21/07/2009 à 10h51

La lettre des travailleurs du sexe au président du Burkina Faso

Observateur Paalga | Burkina Faso


Depuis 2008, la commune de Ouagadougou, avec à sa tête son premier responsable, Simon Compaoré, a entrepris le processus de fermeture des chambres de passe. Depuis beaucoup d’eau a coulé sous les ponts. Malgré tout, certaines ont été fermées, d’autres reconverties en maisons d’habitation.

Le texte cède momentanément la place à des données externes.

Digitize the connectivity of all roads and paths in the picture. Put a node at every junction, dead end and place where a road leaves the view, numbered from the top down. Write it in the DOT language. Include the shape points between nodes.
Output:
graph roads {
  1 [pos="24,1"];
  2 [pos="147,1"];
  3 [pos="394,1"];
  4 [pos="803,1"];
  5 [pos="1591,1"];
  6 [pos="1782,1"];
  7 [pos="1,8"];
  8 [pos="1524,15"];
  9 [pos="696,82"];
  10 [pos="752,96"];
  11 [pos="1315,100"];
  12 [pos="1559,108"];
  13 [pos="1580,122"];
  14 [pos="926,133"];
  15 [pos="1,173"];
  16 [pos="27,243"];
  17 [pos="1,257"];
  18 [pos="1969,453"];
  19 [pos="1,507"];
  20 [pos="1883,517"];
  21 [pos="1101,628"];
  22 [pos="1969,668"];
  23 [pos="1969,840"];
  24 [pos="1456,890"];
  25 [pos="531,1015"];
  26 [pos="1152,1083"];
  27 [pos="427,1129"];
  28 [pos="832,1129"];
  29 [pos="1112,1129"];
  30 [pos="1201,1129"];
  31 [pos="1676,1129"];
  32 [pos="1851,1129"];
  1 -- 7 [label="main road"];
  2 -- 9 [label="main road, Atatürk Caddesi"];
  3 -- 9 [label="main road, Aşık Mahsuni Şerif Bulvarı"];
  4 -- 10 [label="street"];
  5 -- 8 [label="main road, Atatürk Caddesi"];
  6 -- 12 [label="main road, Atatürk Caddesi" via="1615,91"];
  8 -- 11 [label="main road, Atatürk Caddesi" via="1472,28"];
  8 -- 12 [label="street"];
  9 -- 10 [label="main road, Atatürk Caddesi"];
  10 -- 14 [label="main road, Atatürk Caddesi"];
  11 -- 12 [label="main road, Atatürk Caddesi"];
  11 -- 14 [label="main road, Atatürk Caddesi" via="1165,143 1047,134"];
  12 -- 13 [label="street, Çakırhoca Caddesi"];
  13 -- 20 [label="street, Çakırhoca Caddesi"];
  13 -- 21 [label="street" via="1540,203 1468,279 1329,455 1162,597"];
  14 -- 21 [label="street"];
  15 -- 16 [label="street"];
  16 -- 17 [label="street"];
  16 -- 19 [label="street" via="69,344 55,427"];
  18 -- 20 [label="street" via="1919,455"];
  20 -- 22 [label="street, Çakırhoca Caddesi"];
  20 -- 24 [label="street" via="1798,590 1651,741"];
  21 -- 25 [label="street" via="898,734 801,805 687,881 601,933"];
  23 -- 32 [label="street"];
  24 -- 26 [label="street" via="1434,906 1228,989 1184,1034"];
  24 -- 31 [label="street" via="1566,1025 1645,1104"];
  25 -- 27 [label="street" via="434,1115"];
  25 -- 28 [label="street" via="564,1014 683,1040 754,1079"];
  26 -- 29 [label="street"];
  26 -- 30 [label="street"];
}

A travers cet écrit, les travailleurs des chambres de passe interpellent le président du Faso, Blaise Compaoré, sur la nécessité d’annuler cette décision du maire parce que les revenus serviraient à nourrir des familles et les taxes pourraient contribuer au développement de la ville.

Excellence, monsieur le président,

Grande fut notre joie lorsqu’en 2005 nous avons appris votre victoire pour l’élection présidentielle. Nous avons cru, au tréfonds de nous-mêmes, que ce mandat serait pour le peuple du Burkina ; le mandat du rachat et de l’apaisement des cœurs.

Parce que votre slogan de campagne, « le progrès continu pour une société d’espérance », était si noble et si juste que nous y avons cru et y avons adhéré massivement en oubliant qu’à la fin cela pourrait devenir pour nous une « société de désespoir pour un redressement continuel ».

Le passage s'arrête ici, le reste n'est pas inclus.